> **Work request**
Start at the line with "flex:none; width:38px; height:38px;" in the records below, stop at the line with "position:absolute; left:567px; top:28px;", and return every line in that span exactly, the two end lines included.

____

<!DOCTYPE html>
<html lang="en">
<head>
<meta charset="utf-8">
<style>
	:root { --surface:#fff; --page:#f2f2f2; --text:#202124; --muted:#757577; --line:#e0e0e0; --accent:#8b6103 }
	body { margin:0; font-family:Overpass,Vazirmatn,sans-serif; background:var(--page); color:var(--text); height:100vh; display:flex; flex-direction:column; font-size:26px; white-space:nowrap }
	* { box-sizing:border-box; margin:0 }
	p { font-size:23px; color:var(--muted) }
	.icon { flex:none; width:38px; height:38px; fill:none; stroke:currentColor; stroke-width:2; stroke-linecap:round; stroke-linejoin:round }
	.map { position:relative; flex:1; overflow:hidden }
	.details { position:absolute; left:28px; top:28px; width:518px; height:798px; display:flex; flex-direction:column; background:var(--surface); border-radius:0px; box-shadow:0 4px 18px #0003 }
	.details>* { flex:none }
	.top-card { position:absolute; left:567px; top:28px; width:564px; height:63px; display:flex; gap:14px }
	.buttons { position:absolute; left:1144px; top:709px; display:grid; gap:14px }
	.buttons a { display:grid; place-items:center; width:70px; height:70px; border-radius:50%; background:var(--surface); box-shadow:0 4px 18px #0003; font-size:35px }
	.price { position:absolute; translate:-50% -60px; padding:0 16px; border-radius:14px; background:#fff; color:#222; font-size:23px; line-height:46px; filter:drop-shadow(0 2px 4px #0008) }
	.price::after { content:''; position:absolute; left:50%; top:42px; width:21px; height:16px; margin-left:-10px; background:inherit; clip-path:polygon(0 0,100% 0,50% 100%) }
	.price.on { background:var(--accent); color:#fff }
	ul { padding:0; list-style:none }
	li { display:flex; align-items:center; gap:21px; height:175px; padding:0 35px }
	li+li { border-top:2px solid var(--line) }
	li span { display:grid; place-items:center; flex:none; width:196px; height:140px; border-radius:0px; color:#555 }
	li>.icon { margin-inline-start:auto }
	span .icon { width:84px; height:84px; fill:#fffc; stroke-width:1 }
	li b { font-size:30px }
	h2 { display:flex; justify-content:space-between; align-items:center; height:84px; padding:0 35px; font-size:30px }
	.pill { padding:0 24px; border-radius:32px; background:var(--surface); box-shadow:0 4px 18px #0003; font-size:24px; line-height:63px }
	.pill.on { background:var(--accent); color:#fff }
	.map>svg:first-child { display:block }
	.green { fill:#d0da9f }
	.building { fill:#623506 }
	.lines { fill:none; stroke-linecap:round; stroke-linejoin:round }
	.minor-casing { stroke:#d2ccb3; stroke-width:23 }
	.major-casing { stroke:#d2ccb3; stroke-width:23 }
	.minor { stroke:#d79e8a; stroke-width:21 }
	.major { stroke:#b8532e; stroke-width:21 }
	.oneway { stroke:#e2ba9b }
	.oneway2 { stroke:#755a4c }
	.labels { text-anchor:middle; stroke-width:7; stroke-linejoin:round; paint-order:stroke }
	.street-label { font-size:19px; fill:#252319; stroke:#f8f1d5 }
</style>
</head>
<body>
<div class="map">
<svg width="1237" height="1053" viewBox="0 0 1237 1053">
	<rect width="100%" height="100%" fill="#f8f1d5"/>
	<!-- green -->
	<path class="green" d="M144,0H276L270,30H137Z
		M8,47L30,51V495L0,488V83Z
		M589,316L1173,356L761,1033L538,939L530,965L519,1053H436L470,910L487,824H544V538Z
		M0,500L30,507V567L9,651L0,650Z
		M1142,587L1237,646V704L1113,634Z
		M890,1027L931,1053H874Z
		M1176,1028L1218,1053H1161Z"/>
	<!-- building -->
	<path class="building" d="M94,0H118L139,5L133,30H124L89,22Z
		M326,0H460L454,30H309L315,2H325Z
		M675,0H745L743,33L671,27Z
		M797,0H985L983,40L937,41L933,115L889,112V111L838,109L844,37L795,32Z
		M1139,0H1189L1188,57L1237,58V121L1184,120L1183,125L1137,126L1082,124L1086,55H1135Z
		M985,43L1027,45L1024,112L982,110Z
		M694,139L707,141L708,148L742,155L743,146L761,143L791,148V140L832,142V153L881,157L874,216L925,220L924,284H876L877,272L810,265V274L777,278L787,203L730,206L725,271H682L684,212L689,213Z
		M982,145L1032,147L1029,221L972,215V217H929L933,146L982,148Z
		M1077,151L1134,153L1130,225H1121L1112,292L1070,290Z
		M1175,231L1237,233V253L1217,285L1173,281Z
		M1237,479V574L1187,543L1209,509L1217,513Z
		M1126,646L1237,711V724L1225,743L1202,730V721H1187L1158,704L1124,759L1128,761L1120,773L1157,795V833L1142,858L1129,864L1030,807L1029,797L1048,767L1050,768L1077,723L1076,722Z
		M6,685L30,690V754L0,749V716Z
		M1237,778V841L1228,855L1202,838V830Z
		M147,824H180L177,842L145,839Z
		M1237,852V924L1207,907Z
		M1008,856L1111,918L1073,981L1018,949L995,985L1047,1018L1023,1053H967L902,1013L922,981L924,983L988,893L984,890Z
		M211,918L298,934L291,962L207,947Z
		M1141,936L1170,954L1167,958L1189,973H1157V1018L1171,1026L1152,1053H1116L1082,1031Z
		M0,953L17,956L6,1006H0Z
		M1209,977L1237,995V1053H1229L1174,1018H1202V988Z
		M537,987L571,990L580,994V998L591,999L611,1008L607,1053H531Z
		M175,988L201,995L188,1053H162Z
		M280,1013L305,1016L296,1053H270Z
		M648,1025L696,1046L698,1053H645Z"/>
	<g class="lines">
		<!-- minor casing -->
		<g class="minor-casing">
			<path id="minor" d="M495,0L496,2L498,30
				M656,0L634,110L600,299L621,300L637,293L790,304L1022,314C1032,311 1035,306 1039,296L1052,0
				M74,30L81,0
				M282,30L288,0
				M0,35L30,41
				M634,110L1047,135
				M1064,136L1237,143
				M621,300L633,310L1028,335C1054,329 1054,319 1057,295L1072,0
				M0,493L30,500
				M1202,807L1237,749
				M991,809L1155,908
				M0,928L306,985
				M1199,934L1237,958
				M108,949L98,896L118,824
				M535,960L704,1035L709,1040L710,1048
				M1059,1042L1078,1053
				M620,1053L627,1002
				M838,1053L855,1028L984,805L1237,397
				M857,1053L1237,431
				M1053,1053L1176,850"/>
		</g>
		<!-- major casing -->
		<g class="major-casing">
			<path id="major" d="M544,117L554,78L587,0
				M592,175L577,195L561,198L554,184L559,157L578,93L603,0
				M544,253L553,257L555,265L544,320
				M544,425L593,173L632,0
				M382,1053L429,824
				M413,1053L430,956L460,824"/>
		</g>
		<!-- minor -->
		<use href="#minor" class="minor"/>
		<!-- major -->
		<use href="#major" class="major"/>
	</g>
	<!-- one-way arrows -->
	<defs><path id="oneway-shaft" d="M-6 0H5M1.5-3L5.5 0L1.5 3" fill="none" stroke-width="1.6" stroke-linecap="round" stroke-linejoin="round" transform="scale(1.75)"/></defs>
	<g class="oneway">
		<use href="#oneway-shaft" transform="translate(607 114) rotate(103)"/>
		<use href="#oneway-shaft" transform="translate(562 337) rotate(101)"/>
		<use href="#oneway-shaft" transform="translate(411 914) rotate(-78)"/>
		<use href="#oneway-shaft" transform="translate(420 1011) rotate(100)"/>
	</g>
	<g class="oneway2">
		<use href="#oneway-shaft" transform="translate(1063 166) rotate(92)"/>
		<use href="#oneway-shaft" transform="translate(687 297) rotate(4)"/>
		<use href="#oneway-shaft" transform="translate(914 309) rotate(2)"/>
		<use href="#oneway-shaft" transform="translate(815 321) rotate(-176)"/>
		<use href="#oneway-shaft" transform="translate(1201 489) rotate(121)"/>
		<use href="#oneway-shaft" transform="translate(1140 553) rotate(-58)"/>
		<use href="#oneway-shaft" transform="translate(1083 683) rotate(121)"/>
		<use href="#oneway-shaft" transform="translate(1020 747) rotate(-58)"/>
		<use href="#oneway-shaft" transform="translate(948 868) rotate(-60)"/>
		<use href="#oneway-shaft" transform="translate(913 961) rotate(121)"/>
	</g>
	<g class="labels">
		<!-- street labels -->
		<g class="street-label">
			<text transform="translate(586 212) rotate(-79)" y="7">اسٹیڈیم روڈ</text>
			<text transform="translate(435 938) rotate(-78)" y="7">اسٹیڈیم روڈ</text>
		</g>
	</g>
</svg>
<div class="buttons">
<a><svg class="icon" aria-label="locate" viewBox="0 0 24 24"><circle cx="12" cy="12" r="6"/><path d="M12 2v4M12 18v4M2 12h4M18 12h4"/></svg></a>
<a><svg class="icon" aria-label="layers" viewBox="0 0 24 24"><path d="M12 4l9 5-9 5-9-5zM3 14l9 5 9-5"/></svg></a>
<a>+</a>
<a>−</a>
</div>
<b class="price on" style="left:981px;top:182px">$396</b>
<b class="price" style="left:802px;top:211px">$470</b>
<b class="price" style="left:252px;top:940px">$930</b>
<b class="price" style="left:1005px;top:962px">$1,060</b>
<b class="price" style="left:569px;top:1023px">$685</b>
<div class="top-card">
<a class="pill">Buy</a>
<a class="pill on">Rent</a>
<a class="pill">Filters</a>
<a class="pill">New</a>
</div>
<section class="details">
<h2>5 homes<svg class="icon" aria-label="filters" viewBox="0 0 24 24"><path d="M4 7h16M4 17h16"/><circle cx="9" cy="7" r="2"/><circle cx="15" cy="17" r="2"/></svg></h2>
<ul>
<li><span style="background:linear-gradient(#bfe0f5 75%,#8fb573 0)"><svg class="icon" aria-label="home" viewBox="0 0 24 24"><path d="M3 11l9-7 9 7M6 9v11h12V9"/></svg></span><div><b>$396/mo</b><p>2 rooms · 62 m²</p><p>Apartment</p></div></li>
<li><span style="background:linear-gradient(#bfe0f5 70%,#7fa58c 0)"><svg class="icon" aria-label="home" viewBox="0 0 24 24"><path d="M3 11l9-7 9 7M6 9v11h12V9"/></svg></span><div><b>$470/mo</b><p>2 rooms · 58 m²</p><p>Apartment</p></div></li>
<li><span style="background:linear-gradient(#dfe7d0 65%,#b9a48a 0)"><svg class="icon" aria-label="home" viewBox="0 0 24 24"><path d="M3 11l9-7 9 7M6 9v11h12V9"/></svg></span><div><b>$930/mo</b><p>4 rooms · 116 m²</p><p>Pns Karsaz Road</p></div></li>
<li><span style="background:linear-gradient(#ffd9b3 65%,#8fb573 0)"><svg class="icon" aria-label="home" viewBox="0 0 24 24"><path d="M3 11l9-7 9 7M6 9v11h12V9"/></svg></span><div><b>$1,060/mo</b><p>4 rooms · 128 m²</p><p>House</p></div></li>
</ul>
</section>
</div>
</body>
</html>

____

> **Task result**
	.icon { flex:none; width:38px; height:38px; fill:none; stroke:currentColor; stroke-width:2; stroke-linecap:round; stroke-linejoin:round }
	.map { position:relative; flex:1; overflow:hidden }
	.details { position:absolute; left:28px; top:28px; width:518px; height:798px; display:flex; flex-direction:column; background:var(--surface); border-radius:0px; box-shadow:0 4px 18px #0003 }
	.details>* { flex:none }
	.top-card { position:absolute; left:567px; top:28px; width:564px; height:63px; display:flex; gap:14px }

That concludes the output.